Lines from the one containing "Which roads connect where in the" through the last one in the data below: write them out word for word, and only them.

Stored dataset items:
Segment Open
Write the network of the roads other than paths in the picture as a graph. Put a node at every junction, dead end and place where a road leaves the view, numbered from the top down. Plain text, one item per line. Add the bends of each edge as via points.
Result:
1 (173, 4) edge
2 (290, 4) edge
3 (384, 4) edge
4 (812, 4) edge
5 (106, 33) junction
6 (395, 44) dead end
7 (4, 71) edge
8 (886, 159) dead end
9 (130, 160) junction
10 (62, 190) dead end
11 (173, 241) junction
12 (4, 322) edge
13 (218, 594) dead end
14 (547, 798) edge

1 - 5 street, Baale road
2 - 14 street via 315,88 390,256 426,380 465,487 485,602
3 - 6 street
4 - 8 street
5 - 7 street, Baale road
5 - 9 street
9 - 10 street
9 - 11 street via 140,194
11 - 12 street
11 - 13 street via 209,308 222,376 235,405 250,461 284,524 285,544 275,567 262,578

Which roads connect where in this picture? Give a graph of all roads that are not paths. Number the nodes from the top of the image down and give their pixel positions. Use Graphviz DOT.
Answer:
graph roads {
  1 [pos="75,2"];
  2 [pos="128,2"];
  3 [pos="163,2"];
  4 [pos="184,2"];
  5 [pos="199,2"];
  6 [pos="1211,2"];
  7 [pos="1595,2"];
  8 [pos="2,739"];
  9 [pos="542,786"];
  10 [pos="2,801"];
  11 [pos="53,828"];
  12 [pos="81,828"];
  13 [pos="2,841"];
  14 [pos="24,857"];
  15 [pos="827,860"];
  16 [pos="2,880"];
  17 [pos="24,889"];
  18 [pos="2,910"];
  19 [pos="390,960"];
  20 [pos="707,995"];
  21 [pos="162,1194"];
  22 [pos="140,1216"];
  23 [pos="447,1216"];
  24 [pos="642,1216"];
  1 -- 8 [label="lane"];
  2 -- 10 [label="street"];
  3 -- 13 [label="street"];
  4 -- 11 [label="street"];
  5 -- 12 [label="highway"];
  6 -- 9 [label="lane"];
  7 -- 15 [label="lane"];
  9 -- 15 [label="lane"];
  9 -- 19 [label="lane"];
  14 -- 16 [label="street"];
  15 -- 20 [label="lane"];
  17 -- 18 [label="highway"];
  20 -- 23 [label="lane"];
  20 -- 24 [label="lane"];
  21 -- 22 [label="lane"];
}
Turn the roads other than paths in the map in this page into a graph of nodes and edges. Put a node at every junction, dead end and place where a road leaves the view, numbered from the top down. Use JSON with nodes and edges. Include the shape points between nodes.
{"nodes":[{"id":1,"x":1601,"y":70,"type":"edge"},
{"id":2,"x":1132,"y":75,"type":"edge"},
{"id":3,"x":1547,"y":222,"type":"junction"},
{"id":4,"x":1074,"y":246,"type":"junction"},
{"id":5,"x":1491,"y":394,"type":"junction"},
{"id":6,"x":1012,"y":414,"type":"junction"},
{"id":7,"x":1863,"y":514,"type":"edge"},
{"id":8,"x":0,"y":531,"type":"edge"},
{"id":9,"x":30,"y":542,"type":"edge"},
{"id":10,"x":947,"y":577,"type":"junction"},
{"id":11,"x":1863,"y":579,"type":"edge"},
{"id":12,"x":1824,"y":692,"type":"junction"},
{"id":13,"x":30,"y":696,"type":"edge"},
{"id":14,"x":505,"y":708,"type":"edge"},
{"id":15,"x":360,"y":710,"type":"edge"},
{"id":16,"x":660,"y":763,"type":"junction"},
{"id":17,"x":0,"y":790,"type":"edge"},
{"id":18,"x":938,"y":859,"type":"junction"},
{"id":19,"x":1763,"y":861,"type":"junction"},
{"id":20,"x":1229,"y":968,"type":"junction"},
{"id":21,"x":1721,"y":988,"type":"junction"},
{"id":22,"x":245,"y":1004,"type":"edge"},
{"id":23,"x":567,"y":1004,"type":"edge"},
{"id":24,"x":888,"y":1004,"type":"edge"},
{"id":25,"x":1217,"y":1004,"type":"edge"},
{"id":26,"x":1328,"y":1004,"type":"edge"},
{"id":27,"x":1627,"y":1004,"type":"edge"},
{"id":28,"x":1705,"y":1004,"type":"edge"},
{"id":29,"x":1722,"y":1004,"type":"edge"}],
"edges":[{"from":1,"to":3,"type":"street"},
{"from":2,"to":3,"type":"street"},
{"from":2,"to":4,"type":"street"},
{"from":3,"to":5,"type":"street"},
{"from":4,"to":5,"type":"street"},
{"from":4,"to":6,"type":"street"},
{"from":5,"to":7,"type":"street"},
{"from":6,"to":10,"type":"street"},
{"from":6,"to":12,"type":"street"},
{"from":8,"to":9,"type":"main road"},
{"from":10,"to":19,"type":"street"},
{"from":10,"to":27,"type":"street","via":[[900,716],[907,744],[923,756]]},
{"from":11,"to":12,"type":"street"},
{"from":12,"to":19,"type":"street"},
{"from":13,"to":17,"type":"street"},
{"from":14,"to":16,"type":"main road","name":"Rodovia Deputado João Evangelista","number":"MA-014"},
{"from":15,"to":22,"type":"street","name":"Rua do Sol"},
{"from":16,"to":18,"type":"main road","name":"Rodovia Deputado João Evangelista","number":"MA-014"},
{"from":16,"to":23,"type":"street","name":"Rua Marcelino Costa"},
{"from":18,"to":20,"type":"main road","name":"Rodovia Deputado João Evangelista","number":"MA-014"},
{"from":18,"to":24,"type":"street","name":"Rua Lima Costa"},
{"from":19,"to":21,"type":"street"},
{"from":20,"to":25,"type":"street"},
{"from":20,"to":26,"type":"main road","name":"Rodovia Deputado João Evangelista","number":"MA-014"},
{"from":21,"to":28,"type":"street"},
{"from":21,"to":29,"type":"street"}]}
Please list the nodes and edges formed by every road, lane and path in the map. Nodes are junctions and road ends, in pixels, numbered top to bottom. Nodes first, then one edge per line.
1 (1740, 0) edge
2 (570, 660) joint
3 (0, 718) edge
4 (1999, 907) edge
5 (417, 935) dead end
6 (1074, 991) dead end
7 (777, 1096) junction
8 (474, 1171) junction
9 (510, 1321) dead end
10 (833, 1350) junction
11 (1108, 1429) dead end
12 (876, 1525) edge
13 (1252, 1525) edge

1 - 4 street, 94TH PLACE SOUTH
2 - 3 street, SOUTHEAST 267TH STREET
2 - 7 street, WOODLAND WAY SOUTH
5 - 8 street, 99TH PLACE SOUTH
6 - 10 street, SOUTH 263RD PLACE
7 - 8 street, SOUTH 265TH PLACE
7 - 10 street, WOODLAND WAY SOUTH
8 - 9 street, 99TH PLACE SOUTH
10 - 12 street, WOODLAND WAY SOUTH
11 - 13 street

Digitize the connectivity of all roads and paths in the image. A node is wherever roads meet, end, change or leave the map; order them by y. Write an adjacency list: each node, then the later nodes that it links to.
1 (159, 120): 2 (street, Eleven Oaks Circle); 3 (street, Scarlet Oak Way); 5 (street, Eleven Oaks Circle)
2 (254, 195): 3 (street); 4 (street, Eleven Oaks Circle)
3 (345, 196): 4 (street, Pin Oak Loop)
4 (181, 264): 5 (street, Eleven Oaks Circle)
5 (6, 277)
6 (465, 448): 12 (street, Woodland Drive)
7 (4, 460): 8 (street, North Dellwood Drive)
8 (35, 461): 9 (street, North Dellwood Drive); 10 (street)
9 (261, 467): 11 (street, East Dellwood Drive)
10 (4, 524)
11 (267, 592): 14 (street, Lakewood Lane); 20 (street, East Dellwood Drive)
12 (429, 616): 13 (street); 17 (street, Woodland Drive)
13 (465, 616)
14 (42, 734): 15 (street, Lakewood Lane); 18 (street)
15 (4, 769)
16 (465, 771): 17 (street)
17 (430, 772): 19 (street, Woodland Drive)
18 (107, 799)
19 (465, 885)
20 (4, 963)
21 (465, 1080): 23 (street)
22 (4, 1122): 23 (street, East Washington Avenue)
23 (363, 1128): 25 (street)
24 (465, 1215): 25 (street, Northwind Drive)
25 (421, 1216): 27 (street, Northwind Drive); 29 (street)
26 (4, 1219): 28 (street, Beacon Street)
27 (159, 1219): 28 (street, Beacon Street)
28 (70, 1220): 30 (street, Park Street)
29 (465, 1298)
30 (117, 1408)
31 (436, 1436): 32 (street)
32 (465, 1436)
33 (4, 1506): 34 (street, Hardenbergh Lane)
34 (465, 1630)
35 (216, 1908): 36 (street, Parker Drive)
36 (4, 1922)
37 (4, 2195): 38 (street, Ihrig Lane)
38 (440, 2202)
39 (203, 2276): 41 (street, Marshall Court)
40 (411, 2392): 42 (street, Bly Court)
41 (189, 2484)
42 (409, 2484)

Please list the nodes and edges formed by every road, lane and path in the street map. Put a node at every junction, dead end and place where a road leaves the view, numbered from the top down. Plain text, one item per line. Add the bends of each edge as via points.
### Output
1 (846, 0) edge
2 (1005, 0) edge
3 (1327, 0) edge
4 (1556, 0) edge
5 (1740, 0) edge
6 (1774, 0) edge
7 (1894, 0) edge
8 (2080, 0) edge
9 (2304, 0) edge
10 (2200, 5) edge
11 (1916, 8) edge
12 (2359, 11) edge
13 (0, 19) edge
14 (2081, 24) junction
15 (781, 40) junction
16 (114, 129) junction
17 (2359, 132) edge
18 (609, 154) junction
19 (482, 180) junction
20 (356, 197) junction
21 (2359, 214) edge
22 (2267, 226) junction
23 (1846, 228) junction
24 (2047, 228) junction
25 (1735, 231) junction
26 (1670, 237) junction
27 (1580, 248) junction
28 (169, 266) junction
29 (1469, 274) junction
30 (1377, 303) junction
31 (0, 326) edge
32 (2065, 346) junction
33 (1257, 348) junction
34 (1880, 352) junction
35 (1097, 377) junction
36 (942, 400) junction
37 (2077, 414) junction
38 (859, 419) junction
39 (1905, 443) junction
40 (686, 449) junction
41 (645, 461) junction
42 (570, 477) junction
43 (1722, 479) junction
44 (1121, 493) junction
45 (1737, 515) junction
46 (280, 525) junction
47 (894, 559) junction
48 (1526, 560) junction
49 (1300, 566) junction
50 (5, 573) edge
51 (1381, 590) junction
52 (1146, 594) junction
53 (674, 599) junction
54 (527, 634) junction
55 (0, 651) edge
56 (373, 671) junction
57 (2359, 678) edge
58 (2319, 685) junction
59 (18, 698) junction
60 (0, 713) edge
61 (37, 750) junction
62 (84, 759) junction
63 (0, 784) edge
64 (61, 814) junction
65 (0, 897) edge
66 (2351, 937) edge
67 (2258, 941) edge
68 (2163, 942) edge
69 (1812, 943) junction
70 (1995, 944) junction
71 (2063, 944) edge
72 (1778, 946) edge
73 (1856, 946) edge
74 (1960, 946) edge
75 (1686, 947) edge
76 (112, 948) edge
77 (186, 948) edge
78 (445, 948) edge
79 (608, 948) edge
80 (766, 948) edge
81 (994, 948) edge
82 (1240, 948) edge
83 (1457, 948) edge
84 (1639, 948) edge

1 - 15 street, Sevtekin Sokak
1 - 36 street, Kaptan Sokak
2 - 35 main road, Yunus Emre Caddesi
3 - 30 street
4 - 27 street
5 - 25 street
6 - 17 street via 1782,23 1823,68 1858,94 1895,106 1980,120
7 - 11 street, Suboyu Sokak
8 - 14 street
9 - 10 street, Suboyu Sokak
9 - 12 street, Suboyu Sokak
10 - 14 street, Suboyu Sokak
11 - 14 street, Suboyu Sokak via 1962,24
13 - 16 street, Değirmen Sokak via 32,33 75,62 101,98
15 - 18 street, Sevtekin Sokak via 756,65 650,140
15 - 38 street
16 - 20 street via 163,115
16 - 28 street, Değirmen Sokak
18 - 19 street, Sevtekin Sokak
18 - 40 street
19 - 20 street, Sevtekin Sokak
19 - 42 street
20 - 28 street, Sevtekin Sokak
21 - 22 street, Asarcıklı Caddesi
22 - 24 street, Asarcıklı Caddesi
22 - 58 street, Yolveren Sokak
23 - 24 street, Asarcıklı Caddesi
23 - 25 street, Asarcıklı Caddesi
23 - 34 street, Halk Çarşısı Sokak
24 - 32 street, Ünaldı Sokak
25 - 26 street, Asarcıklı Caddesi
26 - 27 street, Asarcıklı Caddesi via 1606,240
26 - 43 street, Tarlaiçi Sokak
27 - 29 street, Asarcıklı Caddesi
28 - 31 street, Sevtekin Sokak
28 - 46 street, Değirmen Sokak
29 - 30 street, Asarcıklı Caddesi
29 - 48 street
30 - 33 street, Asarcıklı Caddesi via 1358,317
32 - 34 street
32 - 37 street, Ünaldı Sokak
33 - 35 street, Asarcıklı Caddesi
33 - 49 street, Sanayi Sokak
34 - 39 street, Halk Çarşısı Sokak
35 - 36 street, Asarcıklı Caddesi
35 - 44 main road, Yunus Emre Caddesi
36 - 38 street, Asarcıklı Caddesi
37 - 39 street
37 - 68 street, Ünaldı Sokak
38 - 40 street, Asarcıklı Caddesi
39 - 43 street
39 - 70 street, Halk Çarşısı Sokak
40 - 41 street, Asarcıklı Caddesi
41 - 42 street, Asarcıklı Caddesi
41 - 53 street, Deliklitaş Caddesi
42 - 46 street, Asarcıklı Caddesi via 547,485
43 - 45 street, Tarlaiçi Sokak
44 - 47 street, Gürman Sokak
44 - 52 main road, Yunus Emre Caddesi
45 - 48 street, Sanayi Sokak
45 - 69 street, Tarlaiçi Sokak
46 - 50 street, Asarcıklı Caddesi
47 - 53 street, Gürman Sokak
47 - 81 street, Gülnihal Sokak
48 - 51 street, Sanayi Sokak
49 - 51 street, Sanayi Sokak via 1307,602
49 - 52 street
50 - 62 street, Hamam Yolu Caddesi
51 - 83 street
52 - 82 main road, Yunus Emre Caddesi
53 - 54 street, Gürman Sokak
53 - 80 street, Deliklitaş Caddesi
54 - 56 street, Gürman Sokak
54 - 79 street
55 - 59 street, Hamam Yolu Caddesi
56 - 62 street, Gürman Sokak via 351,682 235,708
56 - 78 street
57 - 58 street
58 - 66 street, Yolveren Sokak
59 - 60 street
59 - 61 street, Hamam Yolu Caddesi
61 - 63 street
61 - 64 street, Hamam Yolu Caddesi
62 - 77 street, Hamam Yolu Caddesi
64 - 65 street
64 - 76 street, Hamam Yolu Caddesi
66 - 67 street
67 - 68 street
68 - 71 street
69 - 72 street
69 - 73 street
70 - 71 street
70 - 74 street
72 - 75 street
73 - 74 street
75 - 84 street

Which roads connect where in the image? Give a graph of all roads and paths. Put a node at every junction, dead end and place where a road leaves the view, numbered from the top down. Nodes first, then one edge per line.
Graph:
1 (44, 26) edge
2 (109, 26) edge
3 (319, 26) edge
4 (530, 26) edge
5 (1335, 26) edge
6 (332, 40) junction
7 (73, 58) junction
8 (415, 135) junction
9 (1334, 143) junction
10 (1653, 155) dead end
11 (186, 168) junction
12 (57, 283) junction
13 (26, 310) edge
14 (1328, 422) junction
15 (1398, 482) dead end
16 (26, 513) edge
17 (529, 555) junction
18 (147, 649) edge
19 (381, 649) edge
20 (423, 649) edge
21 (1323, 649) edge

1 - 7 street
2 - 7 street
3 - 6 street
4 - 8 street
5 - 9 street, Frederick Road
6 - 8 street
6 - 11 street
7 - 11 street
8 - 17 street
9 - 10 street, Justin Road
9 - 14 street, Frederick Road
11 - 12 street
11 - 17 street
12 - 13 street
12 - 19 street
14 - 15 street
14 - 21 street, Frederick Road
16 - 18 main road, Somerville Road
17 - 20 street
Segment Closed
Expected output:
Which roads connect where in the image? Give a graph of all roads and paths. Put a node at every junction, dead end and place where a road leaves the view, numbered from the top down. Nodes first, then one edge per line.
Graph:
1 (44, 26) edge
2 (109, 26) edge
3 (319, 26) edge
4 (530, 26) edge
5 (1335, 26) edge
6 (332, 40) junction
7 (73, 58) junction
8 (415, 135) junction
9 (1334, 143) junction
10 (1653, 155) dead end
11 (186, 168) junction
12 (57, 283) junction
13 (26, 310) edge
14 (1328, 422) junction
15 (1398, 482) dead end
16 (26, 513) edge
17 (529, 555) junction
18 (147, 649) edge
19 (381, 649) edge
20 (423, 649) edge
21 (1323, 649) edge

1 - 7 street
2 - 7 street
3 - 6 street
4 - 8 street
5 - 9 street, Frederick Road
6 - 8 street
6 - 11 street
7 - 11 street
8 - 17 street
9 - 10 street, Justin Road
9 - 14 street, Frederick Road
11 - 12 street
11 - 17 street
12 - 13 street
12 - 19 street
14 - 15 street
14 - 21 street, Frederick Road
16 - 18 main road, Somerville Road
17 - 20 street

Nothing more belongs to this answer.